Stored data:
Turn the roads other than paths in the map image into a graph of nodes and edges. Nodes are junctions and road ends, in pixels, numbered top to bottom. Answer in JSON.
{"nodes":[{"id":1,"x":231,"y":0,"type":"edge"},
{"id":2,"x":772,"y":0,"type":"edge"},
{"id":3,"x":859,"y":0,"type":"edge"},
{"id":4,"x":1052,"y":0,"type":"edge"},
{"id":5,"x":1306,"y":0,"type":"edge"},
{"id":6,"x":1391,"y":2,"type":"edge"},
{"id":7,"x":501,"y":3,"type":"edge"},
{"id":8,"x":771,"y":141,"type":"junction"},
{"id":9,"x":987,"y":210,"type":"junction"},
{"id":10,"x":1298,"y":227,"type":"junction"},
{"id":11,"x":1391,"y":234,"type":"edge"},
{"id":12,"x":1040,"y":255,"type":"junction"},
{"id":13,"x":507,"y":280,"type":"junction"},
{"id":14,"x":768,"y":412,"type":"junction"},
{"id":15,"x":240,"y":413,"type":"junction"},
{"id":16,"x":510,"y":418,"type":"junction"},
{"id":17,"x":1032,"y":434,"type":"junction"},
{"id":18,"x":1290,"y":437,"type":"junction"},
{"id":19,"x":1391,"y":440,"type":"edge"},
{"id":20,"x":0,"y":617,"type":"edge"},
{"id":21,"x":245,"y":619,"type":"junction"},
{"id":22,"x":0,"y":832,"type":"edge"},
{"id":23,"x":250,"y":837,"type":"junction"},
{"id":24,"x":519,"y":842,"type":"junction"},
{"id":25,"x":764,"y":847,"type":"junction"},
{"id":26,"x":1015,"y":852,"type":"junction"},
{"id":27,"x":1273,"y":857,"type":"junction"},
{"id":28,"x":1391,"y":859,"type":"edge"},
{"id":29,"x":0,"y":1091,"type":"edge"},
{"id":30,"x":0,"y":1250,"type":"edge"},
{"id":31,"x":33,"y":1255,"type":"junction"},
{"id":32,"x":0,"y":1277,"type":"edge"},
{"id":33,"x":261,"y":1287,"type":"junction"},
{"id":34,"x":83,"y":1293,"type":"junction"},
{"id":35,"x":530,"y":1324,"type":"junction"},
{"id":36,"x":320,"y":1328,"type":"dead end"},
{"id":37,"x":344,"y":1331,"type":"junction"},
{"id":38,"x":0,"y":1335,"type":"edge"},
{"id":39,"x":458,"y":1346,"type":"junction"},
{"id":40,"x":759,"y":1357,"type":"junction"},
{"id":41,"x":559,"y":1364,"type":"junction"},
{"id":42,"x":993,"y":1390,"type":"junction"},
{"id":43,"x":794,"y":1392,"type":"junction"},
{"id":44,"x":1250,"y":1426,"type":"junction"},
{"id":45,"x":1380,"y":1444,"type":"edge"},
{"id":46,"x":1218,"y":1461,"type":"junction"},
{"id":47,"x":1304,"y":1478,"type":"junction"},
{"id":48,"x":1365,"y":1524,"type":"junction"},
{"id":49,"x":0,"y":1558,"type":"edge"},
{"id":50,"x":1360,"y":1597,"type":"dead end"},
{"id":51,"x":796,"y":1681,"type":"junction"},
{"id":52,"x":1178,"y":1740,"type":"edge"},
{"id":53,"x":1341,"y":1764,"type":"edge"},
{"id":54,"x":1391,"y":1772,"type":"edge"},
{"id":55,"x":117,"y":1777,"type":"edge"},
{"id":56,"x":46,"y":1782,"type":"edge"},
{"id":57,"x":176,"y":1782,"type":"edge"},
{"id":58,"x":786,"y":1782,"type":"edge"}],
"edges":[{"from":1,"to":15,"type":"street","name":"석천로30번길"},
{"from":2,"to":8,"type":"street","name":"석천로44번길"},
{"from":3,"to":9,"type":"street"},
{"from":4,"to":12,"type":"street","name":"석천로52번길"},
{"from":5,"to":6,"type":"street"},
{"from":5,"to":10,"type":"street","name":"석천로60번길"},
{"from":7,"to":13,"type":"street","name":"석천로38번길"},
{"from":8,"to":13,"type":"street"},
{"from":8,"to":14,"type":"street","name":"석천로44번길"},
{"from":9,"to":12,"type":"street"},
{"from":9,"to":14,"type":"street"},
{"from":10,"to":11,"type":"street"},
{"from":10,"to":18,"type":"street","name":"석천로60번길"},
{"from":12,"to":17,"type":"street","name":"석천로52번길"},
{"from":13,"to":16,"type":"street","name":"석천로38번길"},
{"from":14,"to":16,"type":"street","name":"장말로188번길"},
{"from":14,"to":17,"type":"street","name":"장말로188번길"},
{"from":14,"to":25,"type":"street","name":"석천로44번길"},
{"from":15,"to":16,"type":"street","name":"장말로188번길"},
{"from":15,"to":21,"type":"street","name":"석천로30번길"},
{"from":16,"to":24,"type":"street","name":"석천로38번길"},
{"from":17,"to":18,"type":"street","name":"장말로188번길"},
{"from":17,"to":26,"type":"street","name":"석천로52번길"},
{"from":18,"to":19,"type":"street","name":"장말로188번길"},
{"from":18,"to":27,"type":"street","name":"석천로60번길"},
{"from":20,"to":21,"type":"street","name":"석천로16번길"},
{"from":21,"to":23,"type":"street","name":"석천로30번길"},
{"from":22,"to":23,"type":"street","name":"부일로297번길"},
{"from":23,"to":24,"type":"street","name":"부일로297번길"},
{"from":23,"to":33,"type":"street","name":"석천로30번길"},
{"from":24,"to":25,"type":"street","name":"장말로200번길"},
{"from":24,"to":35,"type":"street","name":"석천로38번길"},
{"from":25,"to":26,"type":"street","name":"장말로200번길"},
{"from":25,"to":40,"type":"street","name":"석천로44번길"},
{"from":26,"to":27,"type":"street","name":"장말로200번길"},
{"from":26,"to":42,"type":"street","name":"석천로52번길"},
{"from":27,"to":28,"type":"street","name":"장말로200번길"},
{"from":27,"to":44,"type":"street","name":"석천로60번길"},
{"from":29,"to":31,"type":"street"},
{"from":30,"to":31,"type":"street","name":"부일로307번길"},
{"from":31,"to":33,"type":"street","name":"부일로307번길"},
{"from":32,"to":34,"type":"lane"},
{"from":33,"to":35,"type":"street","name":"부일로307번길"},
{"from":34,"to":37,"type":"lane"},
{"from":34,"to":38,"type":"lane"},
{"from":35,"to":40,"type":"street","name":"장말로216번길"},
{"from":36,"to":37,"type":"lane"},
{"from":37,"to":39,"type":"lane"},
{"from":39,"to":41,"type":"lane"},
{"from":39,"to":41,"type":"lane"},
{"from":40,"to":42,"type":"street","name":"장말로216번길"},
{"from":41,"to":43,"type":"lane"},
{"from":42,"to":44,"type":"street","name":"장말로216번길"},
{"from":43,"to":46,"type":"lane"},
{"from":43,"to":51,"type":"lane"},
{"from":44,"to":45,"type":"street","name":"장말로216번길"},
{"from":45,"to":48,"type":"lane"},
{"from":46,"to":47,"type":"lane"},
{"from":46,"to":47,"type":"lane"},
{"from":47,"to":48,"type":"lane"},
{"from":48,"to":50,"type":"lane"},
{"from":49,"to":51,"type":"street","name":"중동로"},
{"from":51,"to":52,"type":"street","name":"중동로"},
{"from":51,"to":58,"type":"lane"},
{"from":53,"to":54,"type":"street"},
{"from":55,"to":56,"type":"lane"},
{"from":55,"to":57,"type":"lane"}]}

- [AIM OF THE EXERCISE]: Your task is to write out every record exactly.

- [SOLVED EXERCISE]:
Turn the roads other than paths in the map image into a graph of nodes and edges. Nodes are junctions and road ends, in pixels, numbered top to bottom. Answer in JSON.
{"nodes":[{"id":1,"x":231,"y":0,"type":"edge"},
{"id":2,"x":772,"y":0,"type":"edge"},
{"id":3,"x":859,"y":0,"type":"edge"},
{"id":4,"x":1052,"y":0,"type":"edge"},
{"id":5,"x":1306,"y":0,"type":"edge"},
{"id":6,"x":1391,"y":2,"type":"edge"},
{"id":7,"x":501,"y":3,"type":"edge"},
{"id":8,"x":771,"y":141,"type":"junction"},
{"id":9,"x":987,"y":210,"type":"junction"},
{"id":10,"x":1298,"y":227,"type":"junction"},
{"id":11,"x":1391,"y":234,"type":"edge"},
{"id":12,"x":1040,"y":255,"type":"junction"},
{"id":13,"x":507,"y":280,"type":"junction"},
{"id":14,"x":768,"y":412,"type":"junction"},
{"id":15,"x":240,"y":413,"type":"junction"},
{"id":16,"x":510,"y":418,"type":"junction"},
{"id":17,"x":1032,"y":434,"type":"junction"},
{"id":18,"x":1290,"y":437,"type":"junction"},
{"id":19,"x":1391,"y":440,"type":"edge"},
{"id":20,"x":0,"y":617,"type":"edge"},
{"id":21,"x":245,"y":619,"type":"junction"},
{"id":22,"x":0,"y":832,"type":"edge"},
{"id":23,"x":250,"y":837,"type":"junction"},
{"id":24,"x":519,"y":842,"type":"junction"},
{"id":25,"x":764,"y":847,"type":"junction"},
{"id":26,"x":1015,"y":852,"type":"junction"},
{"id":27,"x":1273,"y":857,"type":"junction"},
{"id":28,"x":1391,"y":859,"type":"edge"},
{"id":29,"x":0,"y":1091,"type":"edge"},
{"id":30,"x":0,"y":1250,"type":"edge"},
{"id":31,"x":33,"y":1255,"type":"junction"},
{"id":32,"x":0,"y":1277,"type":"edge"},
{"id":33,"x":261,"y":1287,"type":"junction"},
{"id":34,"x":83,"y":1293,"type":"junction"},
{"id":35,"x":530,"y":1324,"type":"junction"},
{"id":36,"x":320,"y":1328,"type":"dead end"},
{"id":37,"x":344,"y":1331,"type":"junction"},
{"id":38,"x":0,"y":1335,"type":"edge"},
{"id":39,"x":458,"y":1346,"type":"junction"},
{"id":40,"x":759,"y":1357,"type":"junction"},
{"id":41,"x":559,"y":1364,"type":"junction"},
{"id":42,"x":993,"y":1390,"type":"junction"},
{"id":43,"x":794,"y":1392,"type":"junction"},
{"id":44,"x":1250,"y":1426,"type":"junction"},
{"id":45,"x":1380,"y":1444,"type":"edge"},
{"id":46,"x":1218,"y":1461,"type":"junction"},
{"id":47,"x":1304,"y":1478,"type":"junction"},
{"id":48,"x":1365,"y":1524,"type":"junction"},
{"id":49,"x":0,"y":1558,"type":"edge"},
{"id":50,"x":1360,"y":1597,"type":"dead end"},
{"id":51,"x":796,"y":1681,"type":"junction"},
{"id":52,"x":1178,"y":1740,"type":"edge"},
{"id":53,"x":1341,"y":1764,"type":"edge"},
{"id":54,"x":1391,"y":1772,"type":"edge"},
{"id":55,"x":117,"y":1777,"type":"edge"},
{"id":56,"x":46,"y":1782,"type":"edge"},
{"id":57,"x":176,"y":1782,"type":"edge"},
{"id":58,"x":786,"y":1782,"type":"edge"}],
"edges":[{"from":1,"to":15,"type":"street","name":"석천로30번길"},
{"from":2,"to":8,"type":"street","name":"석천로44번길"},
{"from":3,"to":9,"type":"street"},
{"from":4,"to":12,"type":"street","name":"석천로52번길"},
{"from":5,"to":6,"type":"street"},
{"from":5,"to":10,"type":"street","name":"석천로60번길"},
{"from":7,"to":13,"type":"street","name":"석천로38번길"},
{"from":8,"to":13,"type":"street"},
{"from":8,"to":14,"type":"street","name":"석천로44번길"},
{"from":9,"to":12,"type":"street"},
{"from":9,"to":14,"type":"street"},
{"from":10,"to":11,"type":"street"},
{"from":10,"to":18,"type":"street","name":"석천로60번길"},
{"from":12,"to":17,"type":"street","name":"석천로52번길"},
{"from":13,"to":16,"type":"street","name":"석천로38번길"},
{"from":14,"to":16,"type":"street","name":"장말로188번길"},
{"from":14,"to":17,"type":"street","name":"장말로188번길"},
{"from":14,"to":25,"type":"street","name":"석천로44번길"},
{"from":15,"to":16,"type":"street","name":"장말로188번길"},
{"from":15,"to":21,"type":"street","name":"석천로30번길"},
{"from":16,"to":24,"type":"street","name":"석천로38번길"},
{"from":17,"to":18,"type":"street","name":"장말로188번길"},
{"from":17,"to":26,"type":"street","name":"석천로52번길"},
{"from":18,"to":19,"type":"street","name":"장말로188번길"},
{"from":18,"to":27,"type":"street","name":"석천로60번길"},
{"from":20,"to":21,"type":"street","name":"석천로16번길"},
{"from":21,"to":23,"type":"street","name":"석천로30번길"},
{"from":22,"to":23,"type":"street","name":"부일로297번길"},
{"from":23,"to":24,"type":"street","name":"부일로297번길"},
{"from":23,"to":33,"type":"street","name":"석천로30번길"},
{"from":24,"to":25,"type":"street","name":"장말로200번길"},
{"from":24,"to":35,"type":"street","name":"석천로38번길"},
{"from":25,"to":26,"type":"street","name":"장말로200번길"},
{"from":25,"to":40,"type":"street","name":"석천로44번길"},
{"from":26,"to":27,"type":"street","name":"장말로200번길"},
{"from":26,"to":42,"type":"street","name":"석천로52번길"},
{"from":27,"to":28,"type":"street","name":"장말로200번길"},
{"from":27,"to":44,"type":"street","name":"석천로60번길"},
{"from":29,"to":31,"type":"street"},
{"from":30,"to":31,"type":"street","name":"부일로307번길"},
{"from":31,"to":33,"type":"street","name":"부일로307번길"},
{"from":32,"to":34,"type":"lane"},
{"from":33,"to":35,"type":"street","name":"부일로307번길"},
{"from":34,"to":37,"type":"lane"},
{"from":34,"to":38,"type":"lane"},
{"from":35,"to":40,"type":"street","name":"장말로216번길"},
{"from":36,"to":37,"type":"lane"},
{"from":37,"to":39,"type":"lane"},
{"from":39,"to":41,"type":"lane"},
{"from":39,"to":41,"type":"lane"},
{"from":40,"to":42,"type":"street","name":"장말로216번길"},
{"from":41,"to":43,"type":"lane"},
{"from":42,"to":44,"type":"street","name":"장말로216번길"},
{"from":43,"to":46,"type":"lane"},
{"from":43,"to":51,"type":"lane"},
{"from":44,"to":45,"type":"street","name":"장말로216번길"},
{"from":45,"to":48,"type":"lane"},
{"from":46,"to":47,"type":"lane"},
{"from":46,"to":47,"type":"lane"},
{"from":47,"to":48,"type":"lane"},
{"from":48,"to":50,"type":"lane"},
{"from":49,"to":51,"type":"street","name":"중동로"},
{"from":51,"to":52,"type":"street","name":"중동로"},
{"from":51,"to":58,"type":"lane"},
{"from":53,"to":54,"type":"street"},
{"from":55,"to":56,"type":"lane"},
{"from":55,"to":57,"type":"lane"}]}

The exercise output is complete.